The heat dissipation structure 180 may be disposed on the back-side redistribution layer structure 170. The heat dissipation structure 180 may contact the second dielectric 171 of the back-side redistribution layer structure 170 without the connection members. The heat dissipation structure 180 may be electrically separated (e.g., isolated) from other elements. In an embodiment, the heat dissipation structure 180 may be formed of a conductive material or metal material having a high thermal conductivity. In an embodiment, the heat dissipation structure 180 may include copper, aluminum, gold, silver, steel, or stainless steel (SUS). In an embodiment, the heat dissipation structure 180 may be formed of a silicon material. In an embodiment, the heat dissipation structure 180 may be a carrier used in the manufacturing process.
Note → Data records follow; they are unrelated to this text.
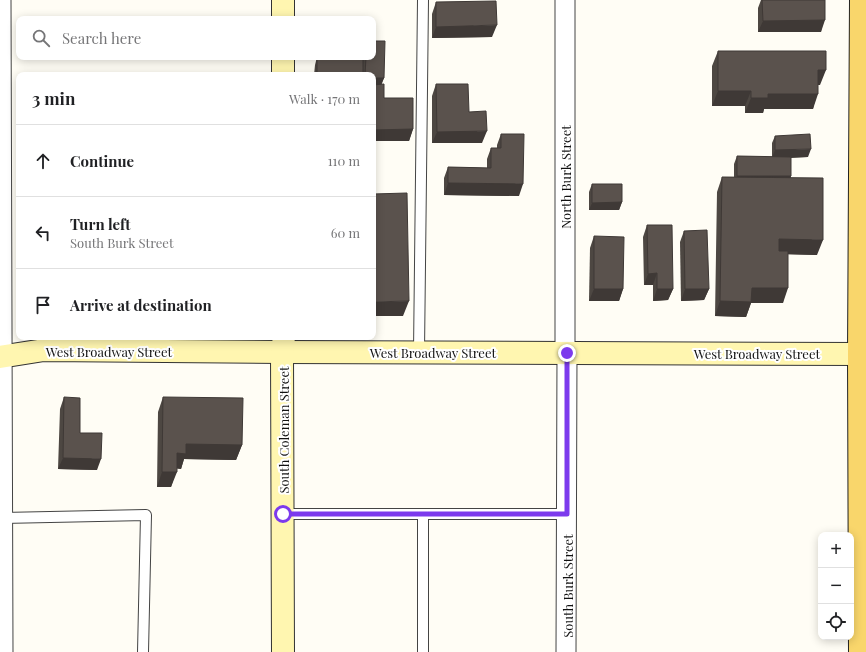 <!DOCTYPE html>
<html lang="en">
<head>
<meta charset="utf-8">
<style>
	:root { --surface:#fff; --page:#f6f6f6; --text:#202124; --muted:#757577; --line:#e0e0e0 }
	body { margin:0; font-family:"Playfair Display",serif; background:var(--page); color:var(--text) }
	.controls { position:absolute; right:12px; bottom:12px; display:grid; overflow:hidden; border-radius:8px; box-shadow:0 2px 10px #0003 }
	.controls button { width:36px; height:36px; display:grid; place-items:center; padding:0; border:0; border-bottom:1px solid var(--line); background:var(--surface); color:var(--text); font:20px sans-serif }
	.stop { position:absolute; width:12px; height:12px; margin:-9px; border:3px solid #7c3aed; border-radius:50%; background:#fff }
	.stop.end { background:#7c3aed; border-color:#fff; box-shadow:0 1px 4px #0008 }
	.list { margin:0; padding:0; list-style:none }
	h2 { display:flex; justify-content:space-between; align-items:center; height:52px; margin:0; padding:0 16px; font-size:17px }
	h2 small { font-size:13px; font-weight:400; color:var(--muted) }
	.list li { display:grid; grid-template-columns:26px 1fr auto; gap:12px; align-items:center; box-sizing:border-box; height:72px; padding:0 16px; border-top:1px solid var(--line) }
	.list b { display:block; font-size:15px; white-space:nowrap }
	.list p { margin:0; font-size:13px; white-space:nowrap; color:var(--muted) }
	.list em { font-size:13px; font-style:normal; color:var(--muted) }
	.icon { flex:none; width:22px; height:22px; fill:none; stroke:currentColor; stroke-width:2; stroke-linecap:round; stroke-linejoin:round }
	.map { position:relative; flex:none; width:866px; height:652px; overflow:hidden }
	.search { position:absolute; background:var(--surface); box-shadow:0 2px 10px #0003; left:16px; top:16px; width:360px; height:44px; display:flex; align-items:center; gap:10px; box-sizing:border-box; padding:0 14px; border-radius:8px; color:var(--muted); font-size:15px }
	.panel { position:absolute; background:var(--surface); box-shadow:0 2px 10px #0003; left:16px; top:72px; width:360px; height:268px; border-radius:8px }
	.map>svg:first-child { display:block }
</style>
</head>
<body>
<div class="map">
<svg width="866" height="652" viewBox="0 0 866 652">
	<rect width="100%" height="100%" fill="#fffdf5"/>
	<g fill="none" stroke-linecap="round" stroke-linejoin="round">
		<g stroke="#444" stroke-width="12">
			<g id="lane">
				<path d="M419,352L423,0"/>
				<path d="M283,514H567"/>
				<path d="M423,514V652"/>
				<path d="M2,518L146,515L143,652"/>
			</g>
		</g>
		<g stroke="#444" stroke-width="21">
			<g id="street">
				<path d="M1,0L3,652"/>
				<path d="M565,0V348L567,353L566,652"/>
			</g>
		</g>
		<g stroke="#333" stroke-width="24">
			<g id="secondary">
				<path d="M283,0V19"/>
				<path d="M283,57V75"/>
				<path d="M0,357L44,350L282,352L866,354"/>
				<path d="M283,652L282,352L284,337"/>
			</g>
		</g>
		<g stroke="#222" stroke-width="24">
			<path id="primary" d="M860,652L859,354L861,0"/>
		</g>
		<use href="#lane" stroke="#fff" stroke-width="10"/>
		<use href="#street" stroke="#fff" stroke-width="19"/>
		<use href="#secondary" stroke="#fff6b0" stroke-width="22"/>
		<use href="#primary" stroke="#f9d66b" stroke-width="22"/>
	</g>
	<g fill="#4d4742">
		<path d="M761,0H825L821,32H758V8Z"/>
		<path d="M436,2L492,37L432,38V14Z"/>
		<path d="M718,51L820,85H818L813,109H764L763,113H745V106H712V66Z"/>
		<path d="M317,57L363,58V57H373L384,78L381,84L384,98L413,129L409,141H373V75H314L315,65Z"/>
		<path d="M436,84L469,112L482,143H432V96Z"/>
		<path d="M501,134L519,196L444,195V178L448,167L487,168V159L491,148H497V145Z"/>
		<path d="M775,136L808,157L791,158V178L817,255L788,254L783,303H751L746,317L715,316L717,192L722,177H734V164L737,156L772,157V143Z"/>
		<path d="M592,184L622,202L619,210H589V192Z"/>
		<path d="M647,225L673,289L668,300L653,301V285H644L643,237Z"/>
		<path d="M684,231L709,289L704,300L681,301L680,242Z"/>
		<path d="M594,236L623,289L619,301H589L590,248Z"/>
		<path d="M64,397L80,433L97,470L58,469L60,409Z"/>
		<path d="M163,397L242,445L236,460L184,459L181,469L177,468L171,487H157L158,412Z"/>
	</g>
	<g fill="#3f3936">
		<path d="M825,20L821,32H758L763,21Z"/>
		<path d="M497,25L492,37L432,38L436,27Z"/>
		<path d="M818,70H826L820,85H813Z"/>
		<path d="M373,78H384L381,86H373Z"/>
		<path d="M718,91H751L745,106H712Z"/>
		<path d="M768,94H818L813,109H764L763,113H745L751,98Z"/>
		<path d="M413,129L409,141H373V130Z"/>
		<path d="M487,131L482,143H432L437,132Z"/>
		<path d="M811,149L808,157L772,158L775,150Z"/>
		<path d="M737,176H791L788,184H734Z"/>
		<path d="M448,183L523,184L519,196L444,195Z"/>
		<path d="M622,202L619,210H589L592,203Z"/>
		<path d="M779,239L823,240L817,255L773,254Z"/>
		<path d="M657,273L653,285H644L648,274Z"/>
		<path d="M752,288H788L783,303H751L746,317L715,316L720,301Z"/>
		<path d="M594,289H623L619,301H589Z"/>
		<path d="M657,289H673L668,300L653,301Z"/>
		<path d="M685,289H709L704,300L681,301Z"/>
		<path d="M409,301L403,316H373V302Z"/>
		<path d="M186,444L242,445L236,460L184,459L181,469L171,468L177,453Z"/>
		<path d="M63,458L101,459L97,470L58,469Z"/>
		<path d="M162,472H177L171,487H157Z"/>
	</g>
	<g fill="#5a524d" stroke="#3f3936">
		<path d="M762,0H825V20L763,21Z"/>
		<path d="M496,1L497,25L436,27V2Z"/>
		<path d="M373,41H385L384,78H373V75H365L366,57H373Z"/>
		<path d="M718,51H826V70H818V94H768V98H751V91H718Z"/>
		<path d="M317,57L363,58V75H317Z"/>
		<path d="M384,84V98H413V129L373,130V85Z"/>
		<path d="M436,84H468L469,112L486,111L487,131L437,132Z"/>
		<path d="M501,134H524L523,184L448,183V167L491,168V148H501Z"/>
		<path d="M810,134L811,149L775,150V136Z"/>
		<path d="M737,156L791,157V176H737Z"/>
		<path d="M722,177L823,178V240L779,239V251H788V288H752L751,302L720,301Z"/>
		<path d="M592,184H622V202L592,203Z"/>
		<path d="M407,193L409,301L373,302V194Z"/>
		<path d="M647,225H672L673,289H657V273L648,274Z"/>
		<path d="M707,230L709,289H685L684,231Z"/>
		<path d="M594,236L624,237L623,289H594Z"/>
		<path d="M64,397L80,398V433H102L101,459L63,458Z"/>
		<path d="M163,397L243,398L242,445L186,444V454L177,453V472H162Z"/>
	</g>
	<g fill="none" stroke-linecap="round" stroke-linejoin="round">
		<path stroke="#7c3aed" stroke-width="5" d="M283,514H567V353"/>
	</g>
	<g text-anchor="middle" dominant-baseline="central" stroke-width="4" stroke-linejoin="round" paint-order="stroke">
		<g font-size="13" fill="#111" stroke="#fff">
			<text transform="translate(565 177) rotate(-90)">North Burk Street</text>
			<text x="109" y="351">West Broadway Street</text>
			<text x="433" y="352">West Broadway Street</text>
			<text x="757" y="353">West Broadway Street</text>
			<text transform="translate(283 430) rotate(-90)">South Coleman Street</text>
			<text transform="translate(567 586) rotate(-90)">South Burk Street</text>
		</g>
	</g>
</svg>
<div class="controls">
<button>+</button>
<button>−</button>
<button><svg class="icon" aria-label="locate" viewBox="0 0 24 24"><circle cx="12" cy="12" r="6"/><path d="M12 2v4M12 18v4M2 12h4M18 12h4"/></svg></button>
</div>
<div class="stop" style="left:283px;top:514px"></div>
<div class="stop end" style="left:567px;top:353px"></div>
<div class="search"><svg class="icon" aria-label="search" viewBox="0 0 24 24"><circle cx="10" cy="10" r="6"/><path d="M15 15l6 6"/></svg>Search here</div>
<section class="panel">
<h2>3 min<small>Walk · 170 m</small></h2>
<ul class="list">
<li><svg class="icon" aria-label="ahead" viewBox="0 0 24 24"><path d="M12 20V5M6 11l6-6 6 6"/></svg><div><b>Continue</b></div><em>110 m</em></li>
<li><svg class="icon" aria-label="left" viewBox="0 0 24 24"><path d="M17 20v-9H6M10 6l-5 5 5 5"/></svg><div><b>Turn left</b><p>South Burk Street</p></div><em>60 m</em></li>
<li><svg class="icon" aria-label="arrive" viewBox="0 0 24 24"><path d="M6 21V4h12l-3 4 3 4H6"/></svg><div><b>Arrive at destination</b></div></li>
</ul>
</section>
</div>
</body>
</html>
As such, by disposing the heat dissipation structure 180 on the back-side redistribution layer structure 170, the heat generated within the logic die 130 and the high bandwidth memory (HBM) 140 may be dissipated to the outside through the back-side redistribution layer structure 170 and the heat dissipation structure 180. Accordingly, the thermal property of the semiconductor package 100 may be improved.
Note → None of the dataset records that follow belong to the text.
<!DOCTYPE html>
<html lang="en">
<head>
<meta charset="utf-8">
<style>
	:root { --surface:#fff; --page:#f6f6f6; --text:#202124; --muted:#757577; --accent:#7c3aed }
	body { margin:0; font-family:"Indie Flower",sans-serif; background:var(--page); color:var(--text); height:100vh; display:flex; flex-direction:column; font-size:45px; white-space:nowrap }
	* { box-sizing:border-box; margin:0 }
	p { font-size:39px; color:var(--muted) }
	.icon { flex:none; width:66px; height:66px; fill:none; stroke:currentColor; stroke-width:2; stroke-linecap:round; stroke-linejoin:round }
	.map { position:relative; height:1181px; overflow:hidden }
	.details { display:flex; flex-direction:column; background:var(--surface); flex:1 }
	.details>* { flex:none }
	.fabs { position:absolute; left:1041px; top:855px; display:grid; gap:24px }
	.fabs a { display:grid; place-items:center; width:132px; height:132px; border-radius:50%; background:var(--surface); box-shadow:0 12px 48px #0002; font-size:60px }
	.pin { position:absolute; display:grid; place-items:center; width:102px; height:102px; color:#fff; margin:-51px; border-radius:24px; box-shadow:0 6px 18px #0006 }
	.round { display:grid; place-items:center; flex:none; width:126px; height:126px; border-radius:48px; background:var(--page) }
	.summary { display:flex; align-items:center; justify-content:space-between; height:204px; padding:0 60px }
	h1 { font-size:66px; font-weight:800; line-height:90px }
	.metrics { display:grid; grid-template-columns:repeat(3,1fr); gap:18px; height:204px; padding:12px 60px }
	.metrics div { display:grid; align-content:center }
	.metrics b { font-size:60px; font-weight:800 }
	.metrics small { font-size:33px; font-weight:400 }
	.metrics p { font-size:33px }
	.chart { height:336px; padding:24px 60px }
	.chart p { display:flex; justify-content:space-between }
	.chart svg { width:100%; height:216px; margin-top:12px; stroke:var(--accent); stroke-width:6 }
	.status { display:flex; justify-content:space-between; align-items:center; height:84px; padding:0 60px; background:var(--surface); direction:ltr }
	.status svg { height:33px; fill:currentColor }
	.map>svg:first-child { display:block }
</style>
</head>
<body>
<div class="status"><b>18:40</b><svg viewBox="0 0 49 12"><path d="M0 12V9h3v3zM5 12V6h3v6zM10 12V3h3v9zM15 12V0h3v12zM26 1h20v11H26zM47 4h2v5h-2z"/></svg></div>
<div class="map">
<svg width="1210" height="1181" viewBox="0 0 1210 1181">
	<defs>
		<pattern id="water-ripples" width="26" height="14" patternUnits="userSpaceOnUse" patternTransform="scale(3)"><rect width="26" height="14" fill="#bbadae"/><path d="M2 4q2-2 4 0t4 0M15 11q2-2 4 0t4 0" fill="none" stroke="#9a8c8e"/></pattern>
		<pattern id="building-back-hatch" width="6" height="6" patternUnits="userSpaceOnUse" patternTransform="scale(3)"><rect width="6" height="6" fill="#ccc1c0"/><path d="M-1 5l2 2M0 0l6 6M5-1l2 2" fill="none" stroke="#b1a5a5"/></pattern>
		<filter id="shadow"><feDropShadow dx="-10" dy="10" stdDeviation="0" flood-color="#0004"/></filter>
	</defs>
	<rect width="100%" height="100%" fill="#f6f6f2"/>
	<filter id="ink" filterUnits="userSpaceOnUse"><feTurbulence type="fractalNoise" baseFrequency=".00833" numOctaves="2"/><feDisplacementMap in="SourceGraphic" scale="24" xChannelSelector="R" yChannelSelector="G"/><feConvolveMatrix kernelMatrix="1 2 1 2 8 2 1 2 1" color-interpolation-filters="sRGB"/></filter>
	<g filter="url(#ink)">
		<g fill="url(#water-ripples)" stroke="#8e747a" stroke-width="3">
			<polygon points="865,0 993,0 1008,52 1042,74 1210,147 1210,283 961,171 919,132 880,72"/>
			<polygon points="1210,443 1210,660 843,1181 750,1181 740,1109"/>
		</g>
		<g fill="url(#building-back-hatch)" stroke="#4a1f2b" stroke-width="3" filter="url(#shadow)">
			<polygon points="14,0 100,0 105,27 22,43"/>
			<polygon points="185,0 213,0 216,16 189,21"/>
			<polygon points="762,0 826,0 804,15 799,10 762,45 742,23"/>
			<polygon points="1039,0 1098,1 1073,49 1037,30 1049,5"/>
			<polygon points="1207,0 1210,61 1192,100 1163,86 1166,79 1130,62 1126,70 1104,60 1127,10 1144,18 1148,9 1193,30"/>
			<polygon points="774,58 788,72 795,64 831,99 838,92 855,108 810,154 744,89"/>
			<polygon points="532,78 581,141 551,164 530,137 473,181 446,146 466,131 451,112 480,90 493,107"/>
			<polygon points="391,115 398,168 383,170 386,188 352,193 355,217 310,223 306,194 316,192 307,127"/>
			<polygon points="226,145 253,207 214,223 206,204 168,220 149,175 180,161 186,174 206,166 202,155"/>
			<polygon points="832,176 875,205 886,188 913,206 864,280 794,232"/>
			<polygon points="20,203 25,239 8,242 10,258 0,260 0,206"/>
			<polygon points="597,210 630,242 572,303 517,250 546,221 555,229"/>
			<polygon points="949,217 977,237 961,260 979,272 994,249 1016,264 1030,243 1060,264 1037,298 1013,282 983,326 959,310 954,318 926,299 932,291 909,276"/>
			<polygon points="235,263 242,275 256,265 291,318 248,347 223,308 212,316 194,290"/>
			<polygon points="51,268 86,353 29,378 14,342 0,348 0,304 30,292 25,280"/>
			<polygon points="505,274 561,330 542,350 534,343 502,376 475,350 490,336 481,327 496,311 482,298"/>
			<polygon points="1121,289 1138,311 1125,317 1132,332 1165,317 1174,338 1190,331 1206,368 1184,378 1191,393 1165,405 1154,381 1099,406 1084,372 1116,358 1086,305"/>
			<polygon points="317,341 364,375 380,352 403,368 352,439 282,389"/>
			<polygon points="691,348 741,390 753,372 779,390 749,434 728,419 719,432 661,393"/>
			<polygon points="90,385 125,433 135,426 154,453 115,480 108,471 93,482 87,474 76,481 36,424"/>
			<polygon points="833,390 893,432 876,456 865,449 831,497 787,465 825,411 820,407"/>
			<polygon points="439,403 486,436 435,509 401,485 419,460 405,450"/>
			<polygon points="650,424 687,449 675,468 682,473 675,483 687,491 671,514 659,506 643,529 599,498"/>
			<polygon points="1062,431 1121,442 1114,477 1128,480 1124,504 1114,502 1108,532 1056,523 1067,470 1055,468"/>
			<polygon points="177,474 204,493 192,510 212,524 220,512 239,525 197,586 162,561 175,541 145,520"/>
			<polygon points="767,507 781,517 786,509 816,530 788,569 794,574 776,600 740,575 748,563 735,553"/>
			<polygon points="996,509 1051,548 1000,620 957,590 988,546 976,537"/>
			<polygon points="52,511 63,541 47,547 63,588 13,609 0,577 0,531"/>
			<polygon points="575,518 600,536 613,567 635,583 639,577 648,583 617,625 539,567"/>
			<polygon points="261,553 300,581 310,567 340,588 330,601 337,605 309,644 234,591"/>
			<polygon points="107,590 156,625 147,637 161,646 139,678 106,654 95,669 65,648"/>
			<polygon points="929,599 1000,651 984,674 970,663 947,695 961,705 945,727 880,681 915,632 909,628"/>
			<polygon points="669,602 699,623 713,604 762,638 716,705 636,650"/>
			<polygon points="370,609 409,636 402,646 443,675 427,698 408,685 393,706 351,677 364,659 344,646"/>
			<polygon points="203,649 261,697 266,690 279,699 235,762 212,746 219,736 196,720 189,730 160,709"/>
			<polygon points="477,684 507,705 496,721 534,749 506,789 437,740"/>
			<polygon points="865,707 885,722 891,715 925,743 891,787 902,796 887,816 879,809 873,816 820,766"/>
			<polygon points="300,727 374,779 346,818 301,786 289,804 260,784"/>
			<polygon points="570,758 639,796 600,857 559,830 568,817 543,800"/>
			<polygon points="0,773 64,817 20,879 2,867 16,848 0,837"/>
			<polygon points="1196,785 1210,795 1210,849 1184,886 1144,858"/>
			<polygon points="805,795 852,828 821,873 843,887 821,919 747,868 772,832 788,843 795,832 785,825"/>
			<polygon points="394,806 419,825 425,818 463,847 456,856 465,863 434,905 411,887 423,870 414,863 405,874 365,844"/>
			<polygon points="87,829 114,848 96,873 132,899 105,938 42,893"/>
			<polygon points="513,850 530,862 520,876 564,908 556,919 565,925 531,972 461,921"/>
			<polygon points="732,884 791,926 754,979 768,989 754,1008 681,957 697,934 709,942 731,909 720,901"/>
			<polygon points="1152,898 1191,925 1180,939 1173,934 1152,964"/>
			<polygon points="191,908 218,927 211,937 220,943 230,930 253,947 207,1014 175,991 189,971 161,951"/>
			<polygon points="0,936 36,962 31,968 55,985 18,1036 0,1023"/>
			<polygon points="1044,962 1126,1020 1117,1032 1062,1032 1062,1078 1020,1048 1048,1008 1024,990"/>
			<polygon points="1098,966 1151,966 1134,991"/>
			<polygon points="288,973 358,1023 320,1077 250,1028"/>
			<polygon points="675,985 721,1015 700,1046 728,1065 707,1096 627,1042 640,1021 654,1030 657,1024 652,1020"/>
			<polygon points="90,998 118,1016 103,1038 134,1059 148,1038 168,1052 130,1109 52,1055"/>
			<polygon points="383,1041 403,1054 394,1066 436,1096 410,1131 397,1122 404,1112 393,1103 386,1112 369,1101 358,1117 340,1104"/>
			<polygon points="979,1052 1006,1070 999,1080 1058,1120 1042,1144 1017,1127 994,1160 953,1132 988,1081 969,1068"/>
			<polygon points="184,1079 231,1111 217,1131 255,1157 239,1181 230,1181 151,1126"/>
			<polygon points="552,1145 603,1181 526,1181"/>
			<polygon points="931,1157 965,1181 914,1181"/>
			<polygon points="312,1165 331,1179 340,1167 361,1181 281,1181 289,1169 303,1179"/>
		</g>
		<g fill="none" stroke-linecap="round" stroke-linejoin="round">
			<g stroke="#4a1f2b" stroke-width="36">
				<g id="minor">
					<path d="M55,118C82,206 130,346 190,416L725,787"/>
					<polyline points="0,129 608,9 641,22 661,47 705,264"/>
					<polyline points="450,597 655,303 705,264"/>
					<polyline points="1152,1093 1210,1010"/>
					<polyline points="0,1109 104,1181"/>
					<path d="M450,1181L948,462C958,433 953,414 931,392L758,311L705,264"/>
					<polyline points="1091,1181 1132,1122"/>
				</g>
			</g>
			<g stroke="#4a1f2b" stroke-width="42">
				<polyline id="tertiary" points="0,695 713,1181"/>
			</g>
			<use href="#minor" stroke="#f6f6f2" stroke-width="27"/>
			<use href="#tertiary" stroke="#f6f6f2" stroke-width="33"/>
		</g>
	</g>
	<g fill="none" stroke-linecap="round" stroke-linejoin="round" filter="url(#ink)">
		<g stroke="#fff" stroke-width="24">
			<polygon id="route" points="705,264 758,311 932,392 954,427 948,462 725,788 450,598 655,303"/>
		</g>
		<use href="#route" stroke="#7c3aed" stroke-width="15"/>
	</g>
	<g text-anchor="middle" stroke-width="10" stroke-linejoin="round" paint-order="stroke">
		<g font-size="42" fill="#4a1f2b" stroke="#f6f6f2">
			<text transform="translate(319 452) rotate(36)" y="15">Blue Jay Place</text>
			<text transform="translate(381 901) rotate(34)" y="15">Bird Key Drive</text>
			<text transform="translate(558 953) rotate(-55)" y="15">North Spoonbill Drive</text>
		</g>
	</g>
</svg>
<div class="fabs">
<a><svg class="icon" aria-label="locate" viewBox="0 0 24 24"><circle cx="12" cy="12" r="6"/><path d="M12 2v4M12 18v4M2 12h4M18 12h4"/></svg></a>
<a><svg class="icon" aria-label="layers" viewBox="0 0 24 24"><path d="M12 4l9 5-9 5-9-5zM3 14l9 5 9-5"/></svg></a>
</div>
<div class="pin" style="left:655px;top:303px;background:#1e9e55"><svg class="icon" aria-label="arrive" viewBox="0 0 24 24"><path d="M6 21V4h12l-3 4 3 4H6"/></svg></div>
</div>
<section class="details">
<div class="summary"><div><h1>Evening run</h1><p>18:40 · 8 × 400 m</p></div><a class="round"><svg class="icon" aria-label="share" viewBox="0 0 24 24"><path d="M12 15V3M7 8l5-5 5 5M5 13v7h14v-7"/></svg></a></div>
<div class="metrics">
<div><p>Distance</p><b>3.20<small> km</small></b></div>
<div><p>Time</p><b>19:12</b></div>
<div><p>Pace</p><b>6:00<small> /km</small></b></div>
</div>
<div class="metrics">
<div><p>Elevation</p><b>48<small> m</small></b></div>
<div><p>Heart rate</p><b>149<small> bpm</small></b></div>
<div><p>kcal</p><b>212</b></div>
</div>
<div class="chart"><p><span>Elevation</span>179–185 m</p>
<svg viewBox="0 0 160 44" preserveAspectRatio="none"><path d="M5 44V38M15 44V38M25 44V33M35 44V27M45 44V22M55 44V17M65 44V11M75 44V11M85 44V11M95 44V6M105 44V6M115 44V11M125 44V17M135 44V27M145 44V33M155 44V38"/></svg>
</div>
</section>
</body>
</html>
The power management integrated circuit (PMIC) die 190 may be disposed on the lower surface (e.g., the second surface) of the front-side redistribution layer structure 120. The power management integrated circuit (PMIC) die 190 may be disposed between the external connection members 113. For example, the power management integrated circuit (PMIC) die 190 may be at least partially surrounded by the external connection members 113 on the lower surface of the front-side redistribution layer structure 120. The power management integrated circuit (PMIC) die 190 may distribute a single supply power supplied from the outside of the semiconductor package 100 differently depending on the logic die 130 and the high bandwidth memory (HBM) 140, and may have a function to supply the distributed power to each of the logic die 130 and the high bandwidth memory (HBM) 140. In an embodiment, the power management integrated circuit (PMIC) die 190 may include at least one of a controller, a buck converter, a capacitor, a resistor, and an inductor. In an embodiment, the power management integrated circuit (PMIC) die 190 may include a regulator.

Each of the connection members 191 may be disposed between the power management integrated circuit (PMIC) die 190 and each of the bonding pads 125 of the front-side redistribution layer structure 120. Each of the connection members 191 may electrically connect the power management integrated circuit (PMIC) die 190 to a corresponding bonding pad 125 of the front-side redistribution layer structure 120. In an embodiment, the connection member 191 may include a micro-bump or solder ball. In an embodiment, the connection member 191 may include at least one of tin, silver, lead, nickel, copper, and an alloy thereof.

An insulation member 192 may be disposed between the power management integrated circuit (PMIC) die 190 and the first dielectric 121 of the front-side redistribution layer structure 120. The insulation member 192 may surround and protect the bonding pads 125 and the connection members 191. In an embodiment, the insulation member 192 may include a capillary underfill (CUF), a non-conductive film (NCF), or a non-conductive paste (NCP). A first surface of the insulation member 192 may be in contact with the first dielectric 121 and a second surface (opposite to the first surface) of the insulation member 192 may be in contact with the power management integrated circuit (PMIC) die 190.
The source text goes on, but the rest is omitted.